Gather all lines from the material that contain the word "nodes".

Data for analysis:
══════

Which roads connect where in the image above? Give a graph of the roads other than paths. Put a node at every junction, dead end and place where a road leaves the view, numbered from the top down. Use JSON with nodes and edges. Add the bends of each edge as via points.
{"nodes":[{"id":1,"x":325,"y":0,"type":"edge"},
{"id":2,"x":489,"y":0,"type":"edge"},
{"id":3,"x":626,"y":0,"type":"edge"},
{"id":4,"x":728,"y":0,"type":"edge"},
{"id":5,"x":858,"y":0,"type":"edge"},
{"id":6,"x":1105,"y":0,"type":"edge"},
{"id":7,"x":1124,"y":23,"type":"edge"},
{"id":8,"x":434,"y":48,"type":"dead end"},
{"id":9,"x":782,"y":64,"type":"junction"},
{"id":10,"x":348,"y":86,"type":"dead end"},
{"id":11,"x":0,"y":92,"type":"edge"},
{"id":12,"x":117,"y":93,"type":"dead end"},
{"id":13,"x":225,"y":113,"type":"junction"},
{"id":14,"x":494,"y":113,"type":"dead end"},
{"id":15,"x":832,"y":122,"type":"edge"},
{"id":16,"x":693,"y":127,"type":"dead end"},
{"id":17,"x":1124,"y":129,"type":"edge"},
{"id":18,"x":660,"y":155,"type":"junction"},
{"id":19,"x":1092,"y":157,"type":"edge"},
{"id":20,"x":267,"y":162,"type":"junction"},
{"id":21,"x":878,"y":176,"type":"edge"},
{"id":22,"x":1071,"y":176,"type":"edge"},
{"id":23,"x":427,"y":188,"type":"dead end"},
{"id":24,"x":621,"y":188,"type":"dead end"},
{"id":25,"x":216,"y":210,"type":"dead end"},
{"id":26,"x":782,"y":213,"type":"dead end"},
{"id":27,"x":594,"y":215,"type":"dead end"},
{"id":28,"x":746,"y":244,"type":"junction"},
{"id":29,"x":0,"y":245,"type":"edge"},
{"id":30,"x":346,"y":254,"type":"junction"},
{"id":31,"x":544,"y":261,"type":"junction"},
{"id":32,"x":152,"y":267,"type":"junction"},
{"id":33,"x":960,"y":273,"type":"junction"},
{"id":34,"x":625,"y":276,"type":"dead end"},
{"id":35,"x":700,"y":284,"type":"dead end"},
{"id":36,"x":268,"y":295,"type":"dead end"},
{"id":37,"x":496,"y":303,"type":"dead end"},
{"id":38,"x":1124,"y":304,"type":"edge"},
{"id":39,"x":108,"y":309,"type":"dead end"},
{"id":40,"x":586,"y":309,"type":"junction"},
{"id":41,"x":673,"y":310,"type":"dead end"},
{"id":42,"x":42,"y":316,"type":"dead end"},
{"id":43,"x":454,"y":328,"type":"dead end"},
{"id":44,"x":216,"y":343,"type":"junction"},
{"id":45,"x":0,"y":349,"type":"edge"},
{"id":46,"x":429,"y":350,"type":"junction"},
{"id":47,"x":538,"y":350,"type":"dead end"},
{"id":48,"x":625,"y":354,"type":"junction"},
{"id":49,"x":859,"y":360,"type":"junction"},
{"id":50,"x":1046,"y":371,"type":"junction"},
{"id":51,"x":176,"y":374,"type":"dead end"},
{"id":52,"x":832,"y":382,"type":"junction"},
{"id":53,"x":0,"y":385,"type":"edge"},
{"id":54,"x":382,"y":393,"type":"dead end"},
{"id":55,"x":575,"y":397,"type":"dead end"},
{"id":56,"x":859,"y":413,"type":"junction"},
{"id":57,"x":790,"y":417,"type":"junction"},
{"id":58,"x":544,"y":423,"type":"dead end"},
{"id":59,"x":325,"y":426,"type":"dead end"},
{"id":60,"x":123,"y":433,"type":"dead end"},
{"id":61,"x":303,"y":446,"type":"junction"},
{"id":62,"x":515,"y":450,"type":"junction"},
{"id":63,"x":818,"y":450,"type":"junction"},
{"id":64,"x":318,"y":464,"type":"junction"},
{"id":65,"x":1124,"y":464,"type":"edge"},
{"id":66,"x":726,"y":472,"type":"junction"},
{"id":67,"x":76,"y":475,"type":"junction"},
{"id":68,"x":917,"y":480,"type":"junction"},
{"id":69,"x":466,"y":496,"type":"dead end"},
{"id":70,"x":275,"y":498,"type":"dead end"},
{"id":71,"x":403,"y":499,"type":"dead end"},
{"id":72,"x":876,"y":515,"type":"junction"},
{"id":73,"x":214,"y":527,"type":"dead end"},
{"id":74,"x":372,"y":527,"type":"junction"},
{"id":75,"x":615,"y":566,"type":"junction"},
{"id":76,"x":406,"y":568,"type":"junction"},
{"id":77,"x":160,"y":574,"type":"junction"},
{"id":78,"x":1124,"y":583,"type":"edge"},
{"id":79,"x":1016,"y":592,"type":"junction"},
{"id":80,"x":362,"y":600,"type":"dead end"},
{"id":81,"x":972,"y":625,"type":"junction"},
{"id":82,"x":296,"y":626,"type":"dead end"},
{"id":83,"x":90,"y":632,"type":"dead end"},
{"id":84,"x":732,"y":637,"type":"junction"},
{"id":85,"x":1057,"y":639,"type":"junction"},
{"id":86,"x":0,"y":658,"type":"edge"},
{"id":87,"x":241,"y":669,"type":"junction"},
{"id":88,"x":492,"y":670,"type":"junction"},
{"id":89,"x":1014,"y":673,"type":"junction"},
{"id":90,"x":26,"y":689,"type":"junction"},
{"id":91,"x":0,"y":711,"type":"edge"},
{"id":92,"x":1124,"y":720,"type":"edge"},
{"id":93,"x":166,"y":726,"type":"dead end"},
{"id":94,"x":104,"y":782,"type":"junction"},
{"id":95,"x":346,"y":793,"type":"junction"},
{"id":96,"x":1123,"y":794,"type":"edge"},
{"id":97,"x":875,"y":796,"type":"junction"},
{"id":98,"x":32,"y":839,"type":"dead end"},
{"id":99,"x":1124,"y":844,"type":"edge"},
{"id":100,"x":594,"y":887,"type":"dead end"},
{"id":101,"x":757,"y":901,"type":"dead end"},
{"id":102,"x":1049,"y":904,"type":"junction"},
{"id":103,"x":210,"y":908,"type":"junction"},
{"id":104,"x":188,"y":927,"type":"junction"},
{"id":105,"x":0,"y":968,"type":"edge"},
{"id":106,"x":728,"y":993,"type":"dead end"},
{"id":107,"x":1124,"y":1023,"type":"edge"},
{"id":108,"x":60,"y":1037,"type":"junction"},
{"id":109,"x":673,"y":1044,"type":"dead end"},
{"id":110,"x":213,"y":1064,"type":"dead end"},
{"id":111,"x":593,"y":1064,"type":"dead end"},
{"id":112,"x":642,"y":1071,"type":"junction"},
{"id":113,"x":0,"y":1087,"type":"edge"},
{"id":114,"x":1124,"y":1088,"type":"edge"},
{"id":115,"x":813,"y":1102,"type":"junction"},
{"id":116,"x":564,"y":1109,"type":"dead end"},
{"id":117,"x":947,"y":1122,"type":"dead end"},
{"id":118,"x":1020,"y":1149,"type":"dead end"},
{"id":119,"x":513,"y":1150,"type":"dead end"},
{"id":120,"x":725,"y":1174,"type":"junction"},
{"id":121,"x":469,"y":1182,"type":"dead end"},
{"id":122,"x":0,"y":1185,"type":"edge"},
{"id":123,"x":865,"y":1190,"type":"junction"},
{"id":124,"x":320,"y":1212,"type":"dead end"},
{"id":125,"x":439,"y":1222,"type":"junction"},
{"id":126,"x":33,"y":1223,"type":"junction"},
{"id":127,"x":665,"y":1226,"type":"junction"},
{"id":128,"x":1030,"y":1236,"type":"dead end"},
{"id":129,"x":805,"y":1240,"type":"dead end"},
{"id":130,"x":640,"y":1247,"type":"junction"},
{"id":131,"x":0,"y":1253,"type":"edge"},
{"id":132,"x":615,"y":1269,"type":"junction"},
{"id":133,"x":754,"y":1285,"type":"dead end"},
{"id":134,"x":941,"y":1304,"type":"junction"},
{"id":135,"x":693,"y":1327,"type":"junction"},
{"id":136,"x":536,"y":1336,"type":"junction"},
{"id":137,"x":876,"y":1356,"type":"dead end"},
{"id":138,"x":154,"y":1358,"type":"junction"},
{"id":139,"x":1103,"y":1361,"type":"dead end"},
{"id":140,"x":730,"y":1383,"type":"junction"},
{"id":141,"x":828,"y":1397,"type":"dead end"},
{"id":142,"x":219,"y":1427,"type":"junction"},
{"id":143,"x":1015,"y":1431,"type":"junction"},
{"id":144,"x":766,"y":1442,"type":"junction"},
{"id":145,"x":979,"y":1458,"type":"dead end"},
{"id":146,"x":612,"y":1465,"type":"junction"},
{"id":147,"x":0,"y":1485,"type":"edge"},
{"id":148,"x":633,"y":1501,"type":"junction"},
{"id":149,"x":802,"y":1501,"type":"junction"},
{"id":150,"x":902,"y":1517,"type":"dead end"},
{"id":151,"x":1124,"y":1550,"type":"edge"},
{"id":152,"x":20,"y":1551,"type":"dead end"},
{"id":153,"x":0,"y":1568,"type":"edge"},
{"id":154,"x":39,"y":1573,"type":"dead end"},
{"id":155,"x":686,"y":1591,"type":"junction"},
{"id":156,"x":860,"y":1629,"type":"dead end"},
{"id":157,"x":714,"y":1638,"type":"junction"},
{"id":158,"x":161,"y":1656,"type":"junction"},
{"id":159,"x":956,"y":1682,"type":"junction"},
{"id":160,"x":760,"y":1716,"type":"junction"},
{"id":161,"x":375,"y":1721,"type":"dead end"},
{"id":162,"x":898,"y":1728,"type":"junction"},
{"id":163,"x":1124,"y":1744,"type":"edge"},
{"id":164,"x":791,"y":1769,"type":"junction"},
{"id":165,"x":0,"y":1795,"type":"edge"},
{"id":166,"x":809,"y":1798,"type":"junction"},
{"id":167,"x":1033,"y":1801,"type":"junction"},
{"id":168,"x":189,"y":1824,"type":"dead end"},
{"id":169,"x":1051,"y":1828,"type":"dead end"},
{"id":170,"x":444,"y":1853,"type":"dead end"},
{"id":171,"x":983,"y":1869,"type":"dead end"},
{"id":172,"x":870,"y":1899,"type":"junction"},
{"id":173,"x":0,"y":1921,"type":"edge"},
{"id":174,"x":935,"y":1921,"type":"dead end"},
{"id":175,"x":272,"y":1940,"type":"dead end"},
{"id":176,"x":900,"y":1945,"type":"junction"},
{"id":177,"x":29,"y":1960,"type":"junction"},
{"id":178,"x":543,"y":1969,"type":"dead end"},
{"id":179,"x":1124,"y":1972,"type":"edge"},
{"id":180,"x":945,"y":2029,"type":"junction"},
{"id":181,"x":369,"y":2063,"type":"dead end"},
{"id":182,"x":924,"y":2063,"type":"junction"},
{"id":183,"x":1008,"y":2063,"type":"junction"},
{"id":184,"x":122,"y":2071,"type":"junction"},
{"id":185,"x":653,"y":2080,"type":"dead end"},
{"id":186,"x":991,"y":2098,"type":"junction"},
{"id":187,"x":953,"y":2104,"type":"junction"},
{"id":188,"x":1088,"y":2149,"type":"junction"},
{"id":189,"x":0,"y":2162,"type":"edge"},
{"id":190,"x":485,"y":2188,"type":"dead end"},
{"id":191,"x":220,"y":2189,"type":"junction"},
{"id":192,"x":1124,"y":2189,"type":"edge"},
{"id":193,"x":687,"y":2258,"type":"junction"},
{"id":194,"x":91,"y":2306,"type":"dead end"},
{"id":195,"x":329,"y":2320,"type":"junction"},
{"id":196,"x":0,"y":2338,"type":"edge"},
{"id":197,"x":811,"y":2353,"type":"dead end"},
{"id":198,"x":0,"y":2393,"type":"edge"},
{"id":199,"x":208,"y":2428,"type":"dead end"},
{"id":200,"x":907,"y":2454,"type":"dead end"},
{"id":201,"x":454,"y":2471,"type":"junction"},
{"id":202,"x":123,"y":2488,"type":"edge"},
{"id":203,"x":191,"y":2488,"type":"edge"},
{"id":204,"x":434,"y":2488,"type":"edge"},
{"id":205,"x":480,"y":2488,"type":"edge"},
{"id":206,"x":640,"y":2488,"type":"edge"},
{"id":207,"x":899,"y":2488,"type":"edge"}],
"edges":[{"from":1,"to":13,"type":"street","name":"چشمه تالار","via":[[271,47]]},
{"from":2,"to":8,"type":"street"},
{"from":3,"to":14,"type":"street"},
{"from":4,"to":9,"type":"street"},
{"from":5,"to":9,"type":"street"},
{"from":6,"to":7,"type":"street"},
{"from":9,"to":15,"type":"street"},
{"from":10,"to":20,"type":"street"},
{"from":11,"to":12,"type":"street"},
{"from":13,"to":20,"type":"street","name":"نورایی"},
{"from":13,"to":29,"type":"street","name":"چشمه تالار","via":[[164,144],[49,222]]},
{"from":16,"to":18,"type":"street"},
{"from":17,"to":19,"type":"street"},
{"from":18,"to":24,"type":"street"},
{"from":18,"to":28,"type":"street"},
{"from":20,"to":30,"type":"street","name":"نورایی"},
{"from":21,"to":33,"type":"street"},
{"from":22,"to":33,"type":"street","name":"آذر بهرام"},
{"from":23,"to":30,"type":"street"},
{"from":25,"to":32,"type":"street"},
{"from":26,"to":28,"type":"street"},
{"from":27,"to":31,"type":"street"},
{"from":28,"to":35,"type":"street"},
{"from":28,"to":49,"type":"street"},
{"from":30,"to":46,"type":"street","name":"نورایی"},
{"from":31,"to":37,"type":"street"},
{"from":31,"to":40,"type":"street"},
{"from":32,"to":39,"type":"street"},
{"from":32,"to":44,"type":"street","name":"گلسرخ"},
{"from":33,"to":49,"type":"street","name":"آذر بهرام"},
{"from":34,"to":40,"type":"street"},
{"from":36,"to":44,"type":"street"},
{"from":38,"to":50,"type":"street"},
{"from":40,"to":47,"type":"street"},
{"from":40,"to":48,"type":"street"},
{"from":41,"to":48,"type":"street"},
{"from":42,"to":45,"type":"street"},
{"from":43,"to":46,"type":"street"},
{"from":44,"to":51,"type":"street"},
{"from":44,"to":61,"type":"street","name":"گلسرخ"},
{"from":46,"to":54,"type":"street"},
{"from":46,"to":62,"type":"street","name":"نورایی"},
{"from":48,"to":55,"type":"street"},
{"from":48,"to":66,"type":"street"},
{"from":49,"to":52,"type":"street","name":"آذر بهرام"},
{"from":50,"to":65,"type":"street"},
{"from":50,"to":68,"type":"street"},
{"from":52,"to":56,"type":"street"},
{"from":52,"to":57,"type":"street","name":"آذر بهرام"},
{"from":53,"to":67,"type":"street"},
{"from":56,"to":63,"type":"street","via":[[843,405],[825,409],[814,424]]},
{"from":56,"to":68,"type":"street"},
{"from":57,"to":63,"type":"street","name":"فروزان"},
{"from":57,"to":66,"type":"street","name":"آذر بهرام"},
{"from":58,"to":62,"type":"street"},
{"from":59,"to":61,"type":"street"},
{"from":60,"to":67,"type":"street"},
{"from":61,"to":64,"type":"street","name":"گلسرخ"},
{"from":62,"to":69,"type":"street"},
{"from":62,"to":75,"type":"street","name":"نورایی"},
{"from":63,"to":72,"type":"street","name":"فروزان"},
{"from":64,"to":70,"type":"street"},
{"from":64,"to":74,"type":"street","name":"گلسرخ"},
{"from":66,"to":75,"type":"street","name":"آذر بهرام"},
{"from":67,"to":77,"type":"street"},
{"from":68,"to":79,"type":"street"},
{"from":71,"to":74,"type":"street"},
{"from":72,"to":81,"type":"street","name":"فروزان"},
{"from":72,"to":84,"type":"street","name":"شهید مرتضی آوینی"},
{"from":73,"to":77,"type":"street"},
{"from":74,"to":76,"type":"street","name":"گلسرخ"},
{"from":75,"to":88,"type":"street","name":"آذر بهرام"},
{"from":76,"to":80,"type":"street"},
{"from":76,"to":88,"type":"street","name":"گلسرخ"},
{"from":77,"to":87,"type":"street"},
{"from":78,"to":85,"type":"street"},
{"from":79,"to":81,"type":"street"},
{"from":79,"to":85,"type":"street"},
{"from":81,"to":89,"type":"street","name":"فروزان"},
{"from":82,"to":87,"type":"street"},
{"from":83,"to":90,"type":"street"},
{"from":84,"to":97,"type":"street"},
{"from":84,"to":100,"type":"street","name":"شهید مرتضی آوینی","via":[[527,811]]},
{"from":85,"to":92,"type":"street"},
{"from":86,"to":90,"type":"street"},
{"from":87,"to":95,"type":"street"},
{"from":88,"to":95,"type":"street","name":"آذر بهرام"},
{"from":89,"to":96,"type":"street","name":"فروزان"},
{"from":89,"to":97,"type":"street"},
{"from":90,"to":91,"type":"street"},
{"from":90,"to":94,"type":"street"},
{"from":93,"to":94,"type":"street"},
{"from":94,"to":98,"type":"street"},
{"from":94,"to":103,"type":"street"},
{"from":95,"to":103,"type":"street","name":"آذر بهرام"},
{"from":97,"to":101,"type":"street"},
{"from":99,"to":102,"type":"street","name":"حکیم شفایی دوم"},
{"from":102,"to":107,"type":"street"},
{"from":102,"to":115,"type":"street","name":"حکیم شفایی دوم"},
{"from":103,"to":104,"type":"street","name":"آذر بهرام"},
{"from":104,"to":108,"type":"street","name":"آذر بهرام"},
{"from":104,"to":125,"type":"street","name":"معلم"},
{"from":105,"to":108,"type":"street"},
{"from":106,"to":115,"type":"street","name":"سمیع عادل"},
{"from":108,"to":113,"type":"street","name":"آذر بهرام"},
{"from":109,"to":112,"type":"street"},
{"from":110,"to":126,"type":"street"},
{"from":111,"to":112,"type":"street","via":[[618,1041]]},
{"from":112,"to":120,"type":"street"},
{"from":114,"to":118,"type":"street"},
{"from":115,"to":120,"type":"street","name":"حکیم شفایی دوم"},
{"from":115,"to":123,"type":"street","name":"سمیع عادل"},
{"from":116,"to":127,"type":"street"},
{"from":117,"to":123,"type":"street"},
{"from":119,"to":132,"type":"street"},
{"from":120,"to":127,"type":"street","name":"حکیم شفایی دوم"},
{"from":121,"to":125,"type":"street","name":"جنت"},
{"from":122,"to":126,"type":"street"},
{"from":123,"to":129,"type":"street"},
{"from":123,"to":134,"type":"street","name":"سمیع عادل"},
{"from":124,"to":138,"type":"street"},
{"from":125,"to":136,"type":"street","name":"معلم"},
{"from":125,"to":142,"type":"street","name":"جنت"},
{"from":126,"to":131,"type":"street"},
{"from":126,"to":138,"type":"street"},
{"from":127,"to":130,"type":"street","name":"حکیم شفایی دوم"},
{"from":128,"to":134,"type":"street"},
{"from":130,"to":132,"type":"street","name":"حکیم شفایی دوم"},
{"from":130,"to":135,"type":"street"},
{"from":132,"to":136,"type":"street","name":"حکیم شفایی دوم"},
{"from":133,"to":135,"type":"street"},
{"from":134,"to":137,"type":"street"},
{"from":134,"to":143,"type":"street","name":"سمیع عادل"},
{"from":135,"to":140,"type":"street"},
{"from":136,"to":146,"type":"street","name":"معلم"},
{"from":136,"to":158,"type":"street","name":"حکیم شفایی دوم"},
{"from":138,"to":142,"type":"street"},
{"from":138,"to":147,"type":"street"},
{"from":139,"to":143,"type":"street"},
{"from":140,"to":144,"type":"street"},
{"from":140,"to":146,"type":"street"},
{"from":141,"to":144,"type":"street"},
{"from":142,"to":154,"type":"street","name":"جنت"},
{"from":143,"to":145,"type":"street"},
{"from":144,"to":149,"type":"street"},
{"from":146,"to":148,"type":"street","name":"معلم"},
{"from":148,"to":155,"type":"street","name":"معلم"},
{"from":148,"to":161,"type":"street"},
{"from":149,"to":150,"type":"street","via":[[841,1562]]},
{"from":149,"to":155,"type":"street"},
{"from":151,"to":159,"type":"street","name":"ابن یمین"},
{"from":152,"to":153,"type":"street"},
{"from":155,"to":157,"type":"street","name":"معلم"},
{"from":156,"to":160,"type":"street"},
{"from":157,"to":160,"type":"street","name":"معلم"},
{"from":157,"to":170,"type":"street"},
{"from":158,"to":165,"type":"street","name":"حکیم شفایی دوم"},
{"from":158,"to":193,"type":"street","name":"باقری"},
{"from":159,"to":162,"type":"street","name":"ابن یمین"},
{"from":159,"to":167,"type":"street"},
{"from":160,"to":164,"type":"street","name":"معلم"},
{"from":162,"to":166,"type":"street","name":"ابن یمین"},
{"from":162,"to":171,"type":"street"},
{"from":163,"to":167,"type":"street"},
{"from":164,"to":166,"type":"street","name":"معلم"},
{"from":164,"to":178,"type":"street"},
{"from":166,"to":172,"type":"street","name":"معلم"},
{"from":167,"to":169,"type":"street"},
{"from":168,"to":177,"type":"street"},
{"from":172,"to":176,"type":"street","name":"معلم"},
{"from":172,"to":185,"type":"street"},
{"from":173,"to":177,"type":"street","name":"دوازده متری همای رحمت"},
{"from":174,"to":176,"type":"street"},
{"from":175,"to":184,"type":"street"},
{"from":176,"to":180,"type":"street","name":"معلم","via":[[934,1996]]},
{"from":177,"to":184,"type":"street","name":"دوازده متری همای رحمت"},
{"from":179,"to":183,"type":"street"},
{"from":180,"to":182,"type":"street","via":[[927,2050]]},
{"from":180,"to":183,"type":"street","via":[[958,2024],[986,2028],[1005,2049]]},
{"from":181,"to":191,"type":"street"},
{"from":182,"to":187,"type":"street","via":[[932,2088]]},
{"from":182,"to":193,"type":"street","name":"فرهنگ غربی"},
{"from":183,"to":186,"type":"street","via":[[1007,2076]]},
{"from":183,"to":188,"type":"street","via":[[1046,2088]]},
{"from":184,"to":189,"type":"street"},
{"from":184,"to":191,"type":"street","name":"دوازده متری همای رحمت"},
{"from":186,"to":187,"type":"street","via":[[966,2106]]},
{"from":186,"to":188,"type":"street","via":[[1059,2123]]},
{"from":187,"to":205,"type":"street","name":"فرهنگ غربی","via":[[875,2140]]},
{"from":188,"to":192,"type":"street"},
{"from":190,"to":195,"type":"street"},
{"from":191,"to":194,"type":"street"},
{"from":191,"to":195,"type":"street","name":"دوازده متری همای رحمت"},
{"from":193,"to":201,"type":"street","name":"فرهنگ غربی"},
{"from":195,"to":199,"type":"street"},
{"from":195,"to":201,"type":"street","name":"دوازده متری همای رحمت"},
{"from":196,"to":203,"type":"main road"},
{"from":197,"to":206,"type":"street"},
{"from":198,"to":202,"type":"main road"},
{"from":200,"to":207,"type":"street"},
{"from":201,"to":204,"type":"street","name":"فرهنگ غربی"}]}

══════

Response to the exercise:
Which roads connect where in the image above? Give a graph of the roads other than paths. Put a node at every junction, dead end and place where a road leaves the view, numbered from the top down. Use JSON with nodes and edges. Add the bends of each edge as via points.
{"nodes":[{"id":1,"x":325,"y":0,"type":"edge"},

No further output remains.